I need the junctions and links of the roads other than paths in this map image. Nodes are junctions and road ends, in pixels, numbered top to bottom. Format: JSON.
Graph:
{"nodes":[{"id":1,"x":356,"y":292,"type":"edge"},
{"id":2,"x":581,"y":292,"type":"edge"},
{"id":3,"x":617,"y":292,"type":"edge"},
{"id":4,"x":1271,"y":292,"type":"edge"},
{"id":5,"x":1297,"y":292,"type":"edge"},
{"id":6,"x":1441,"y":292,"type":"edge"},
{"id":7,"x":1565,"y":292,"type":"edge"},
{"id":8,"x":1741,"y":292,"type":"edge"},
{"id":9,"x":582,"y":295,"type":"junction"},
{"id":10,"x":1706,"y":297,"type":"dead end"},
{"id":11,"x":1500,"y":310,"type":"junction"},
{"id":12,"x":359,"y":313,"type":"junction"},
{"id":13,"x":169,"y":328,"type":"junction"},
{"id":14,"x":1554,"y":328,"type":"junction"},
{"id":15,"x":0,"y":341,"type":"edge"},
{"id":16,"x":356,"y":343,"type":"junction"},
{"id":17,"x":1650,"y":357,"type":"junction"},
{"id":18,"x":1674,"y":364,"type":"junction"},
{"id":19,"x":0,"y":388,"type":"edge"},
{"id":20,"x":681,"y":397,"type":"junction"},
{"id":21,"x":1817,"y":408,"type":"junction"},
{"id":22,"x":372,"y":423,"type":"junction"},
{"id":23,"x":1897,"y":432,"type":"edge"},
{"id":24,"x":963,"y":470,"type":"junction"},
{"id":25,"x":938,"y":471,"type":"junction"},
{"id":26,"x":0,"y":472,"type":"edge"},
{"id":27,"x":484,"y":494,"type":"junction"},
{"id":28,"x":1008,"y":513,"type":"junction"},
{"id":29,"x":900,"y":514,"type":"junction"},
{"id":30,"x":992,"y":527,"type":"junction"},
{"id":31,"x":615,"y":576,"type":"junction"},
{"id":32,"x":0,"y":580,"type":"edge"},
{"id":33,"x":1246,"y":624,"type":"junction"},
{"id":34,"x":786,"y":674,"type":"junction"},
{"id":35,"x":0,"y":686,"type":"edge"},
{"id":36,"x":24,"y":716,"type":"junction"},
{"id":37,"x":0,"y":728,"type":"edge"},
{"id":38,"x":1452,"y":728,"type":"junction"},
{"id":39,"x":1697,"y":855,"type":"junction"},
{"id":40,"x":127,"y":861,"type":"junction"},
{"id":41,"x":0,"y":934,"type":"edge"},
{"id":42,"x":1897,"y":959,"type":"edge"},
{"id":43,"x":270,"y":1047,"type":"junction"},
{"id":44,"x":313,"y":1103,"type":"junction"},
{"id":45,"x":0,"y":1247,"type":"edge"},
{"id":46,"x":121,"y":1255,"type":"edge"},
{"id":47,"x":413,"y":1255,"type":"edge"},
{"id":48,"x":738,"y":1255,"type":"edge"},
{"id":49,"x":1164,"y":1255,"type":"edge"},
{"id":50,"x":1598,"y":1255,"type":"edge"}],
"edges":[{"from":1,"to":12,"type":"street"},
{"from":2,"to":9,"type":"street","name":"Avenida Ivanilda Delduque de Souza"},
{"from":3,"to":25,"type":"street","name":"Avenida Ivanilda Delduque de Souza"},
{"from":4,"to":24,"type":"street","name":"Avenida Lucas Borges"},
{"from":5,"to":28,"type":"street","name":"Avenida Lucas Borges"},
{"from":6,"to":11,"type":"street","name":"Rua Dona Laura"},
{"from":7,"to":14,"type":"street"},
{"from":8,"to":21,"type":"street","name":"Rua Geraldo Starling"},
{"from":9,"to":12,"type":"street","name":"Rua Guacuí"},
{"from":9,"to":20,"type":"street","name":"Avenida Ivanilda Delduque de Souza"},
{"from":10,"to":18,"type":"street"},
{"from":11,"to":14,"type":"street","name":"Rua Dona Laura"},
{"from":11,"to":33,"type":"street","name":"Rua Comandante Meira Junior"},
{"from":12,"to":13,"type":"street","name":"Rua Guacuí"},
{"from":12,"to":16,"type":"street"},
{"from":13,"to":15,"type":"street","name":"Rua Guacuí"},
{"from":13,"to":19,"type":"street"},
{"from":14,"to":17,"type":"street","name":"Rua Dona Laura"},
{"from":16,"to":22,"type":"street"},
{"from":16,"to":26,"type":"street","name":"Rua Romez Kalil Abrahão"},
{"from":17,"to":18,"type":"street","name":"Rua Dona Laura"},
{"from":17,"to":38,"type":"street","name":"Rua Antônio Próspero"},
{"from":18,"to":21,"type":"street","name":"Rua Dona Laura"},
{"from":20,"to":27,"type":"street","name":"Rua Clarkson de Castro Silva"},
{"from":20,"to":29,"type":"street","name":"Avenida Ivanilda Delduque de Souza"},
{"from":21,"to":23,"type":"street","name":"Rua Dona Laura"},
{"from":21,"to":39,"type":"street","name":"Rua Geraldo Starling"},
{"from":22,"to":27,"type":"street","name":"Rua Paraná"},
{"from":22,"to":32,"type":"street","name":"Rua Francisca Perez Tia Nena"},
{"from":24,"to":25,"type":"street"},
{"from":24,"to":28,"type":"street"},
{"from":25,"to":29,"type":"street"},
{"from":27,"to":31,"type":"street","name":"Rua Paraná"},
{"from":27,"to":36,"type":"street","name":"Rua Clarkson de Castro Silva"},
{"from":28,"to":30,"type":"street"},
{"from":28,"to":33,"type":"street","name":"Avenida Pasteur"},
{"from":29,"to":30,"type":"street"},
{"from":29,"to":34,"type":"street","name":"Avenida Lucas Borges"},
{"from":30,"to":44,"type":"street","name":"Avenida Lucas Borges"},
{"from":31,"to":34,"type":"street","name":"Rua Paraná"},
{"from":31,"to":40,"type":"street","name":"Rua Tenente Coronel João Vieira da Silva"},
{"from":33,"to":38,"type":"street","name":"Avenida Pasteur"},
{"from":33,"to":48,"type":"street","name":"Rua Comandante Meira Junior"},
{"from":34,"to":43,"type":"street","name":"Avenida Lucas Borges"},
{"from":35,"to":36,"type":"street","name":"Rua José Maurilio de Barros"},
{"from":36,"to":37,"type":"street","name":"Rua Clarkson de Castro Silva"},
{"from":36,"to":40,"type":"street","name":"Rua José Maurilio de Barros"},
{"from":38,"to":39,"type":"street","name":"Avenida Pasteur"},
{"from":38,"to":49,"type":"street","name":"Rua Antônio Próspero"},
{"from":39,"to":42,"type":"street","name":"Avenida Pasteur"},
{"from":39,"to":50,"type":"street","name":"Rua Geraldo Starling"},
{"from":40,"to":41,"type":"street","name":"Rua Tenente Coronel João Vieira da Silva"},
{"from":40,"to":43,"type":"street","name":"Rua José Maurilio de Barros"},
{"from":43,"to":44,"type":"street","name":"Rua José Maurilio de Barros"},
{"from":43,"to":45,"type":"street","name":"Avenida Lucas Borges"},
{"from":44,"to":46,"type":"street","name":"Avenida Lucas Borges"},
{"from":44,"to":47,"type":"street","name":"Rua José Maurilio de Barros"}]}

━━━━━━━━━━━━━━━━━━━━

(ACTIVITY): Could you count how many lines in the records contain the word "Geraldo"? Only the number is needed.

(ANSWER TO THIS TASK): 3